======== DATA LISTING

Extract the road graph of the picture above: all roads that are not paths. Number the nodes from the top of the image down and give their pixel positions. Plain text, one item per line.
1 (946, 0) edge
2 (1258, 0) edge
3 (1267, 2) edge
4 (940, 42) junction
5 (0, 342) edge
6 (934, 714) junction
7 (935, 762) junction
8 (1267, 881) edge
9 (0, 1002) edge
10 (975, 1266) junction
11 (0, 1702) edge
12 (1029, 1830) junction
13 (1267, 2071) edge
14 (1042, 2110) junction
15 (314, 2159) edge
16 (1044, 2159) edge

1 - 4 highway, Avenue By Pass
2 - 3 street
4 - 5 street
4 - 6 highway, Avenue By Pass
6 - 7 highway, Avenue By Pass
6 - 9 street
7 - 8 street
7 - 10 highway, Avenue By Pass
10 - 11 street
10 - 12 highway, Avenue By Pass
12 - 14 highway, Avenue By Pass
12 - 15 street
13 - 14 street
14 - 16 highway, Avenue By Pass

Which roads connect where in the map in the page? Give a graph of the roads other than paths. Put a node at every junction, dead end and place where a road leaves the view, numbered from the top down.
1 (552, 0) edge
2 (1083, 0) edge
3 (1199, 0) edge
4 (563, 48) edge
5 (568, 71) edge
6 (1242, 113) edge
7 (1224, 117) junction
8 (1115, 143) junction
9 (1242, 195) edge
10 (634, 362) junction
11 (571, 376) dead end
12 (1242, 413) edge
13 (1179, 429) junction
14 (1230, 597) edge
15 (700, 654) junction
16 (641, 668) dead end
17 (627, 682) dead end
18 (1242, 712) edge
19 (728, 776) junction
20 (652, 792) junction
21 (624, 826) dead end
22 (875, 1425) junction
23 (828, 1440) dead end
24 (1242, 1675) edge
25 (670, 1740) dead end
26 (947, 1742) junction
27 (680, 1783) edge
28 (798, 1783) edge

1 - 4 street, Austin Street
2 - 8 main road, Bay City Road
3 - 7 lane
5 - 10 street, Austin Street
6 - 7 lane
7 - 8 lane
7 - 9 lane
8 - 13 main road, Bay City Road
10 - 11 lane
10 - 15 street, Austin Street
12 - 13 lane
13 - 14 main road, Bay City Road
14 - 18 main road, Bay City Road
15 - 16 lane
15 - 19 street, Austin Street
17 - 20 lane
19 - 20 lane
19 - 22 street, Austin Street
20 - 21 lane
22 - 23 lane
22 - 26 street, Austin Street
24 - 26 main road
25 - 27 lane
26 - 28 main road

================

#### [THE TASK]
What is needed is an exact copy of every entry.

#### [ANSWER FOR THIS EXERCISE]
Extract the road graph of the picture above: all roads that are not paths. Number the nodes from the top of the image down and give their pixel positions. Plain text, one item per line.
1 (946, 0) edge
2 (1258, 0) edge
3 (1267, 2) edge
4 (940, 42) junction
5 (0, 342) edge
6 (934, 714) junction
7 (935, 762) junction
8 (1267, 881) edge
9 (0, 1002) edge
10 (975, 1266) junction
11 (0, 1702) edge
12 (1029, 1830) junction
13 (1267, 2071) edge
14 (1042, 2110) junction
15 (314, 2159) edge
16 (1044, 2159) edge

1 - 4 highway, Avenue By Pass
2 - 3 street
4 - 5 street
4 - 6 highway, Avenue By Pass
6 - 7 highway, Avenue By Pass
6 - 9 street
7 - 8 street
7 - 10 highway, Avenue By Pass
10 - 11 street
10 - 12 highway, Avenue By Pass
12 - 14 highway, Avenue By Pass
12 - 15 street
13 - 14 street
14 - 16 highway, Avenue By Pass

Which roads connect where in the map in the page? Give a graph of the roads other than paths. Put a node at every junction, dead end and place where a road leaves the view, numbered from the top down.
1 (552, 0) edge
2 (1083, 0) edge
3 (1199, 0) edge
4 (563, 48) edge
5 (568, 71) edge
6 (1242, 113) edge
7 (1224, 117) junction
8 (1115, 143) junction
9 (1242, 195) edge
10 (634, 362) junction
11 (571, 376) dead end
12 (1242, 413) edge
13 (1179, 429) junction
14 (1230, 597) edge
15 (700, 654) junction
16 (641, 668) dead end
17 (627, 682) dead end
18 (1242, 712) edge
19 (728, 776) junction
20 (652, 792) junction
21 (624, 826) dead end
22 (875, 1425) junction
23 (828, 1440) dead end
24 (1242, 1675) edge
25 (670, 1740) dead end
26 (947, 1742) junction
27 (680, 1783) edge
28 (798, 1783) edge

1 - 4 street, Austin Street
2 - 8 main road, Bay City Road
3 - 7 lane
5 - 10 street, Austin Street
6 - 7 lane
7 - 8 lane
7 - 9 lane
8 - 13 main road, Bay City Road
10 - 11 lane
10 - 15 street, Austin Street
12 - 13 lane
13 - 14 main road, Bay City Road
14 - 18 main road, Bay City Road
15 - 16 lane
15 - 19 street, Austin Street
17 - 20 lane
19 - 20 lane
19 - 22 street, Austin Street
20 - 21 lane
22 - 23 lane
22 - 26 street, Austin Street
24 - 26 main road
25 - 27 lane
26 - 28 main road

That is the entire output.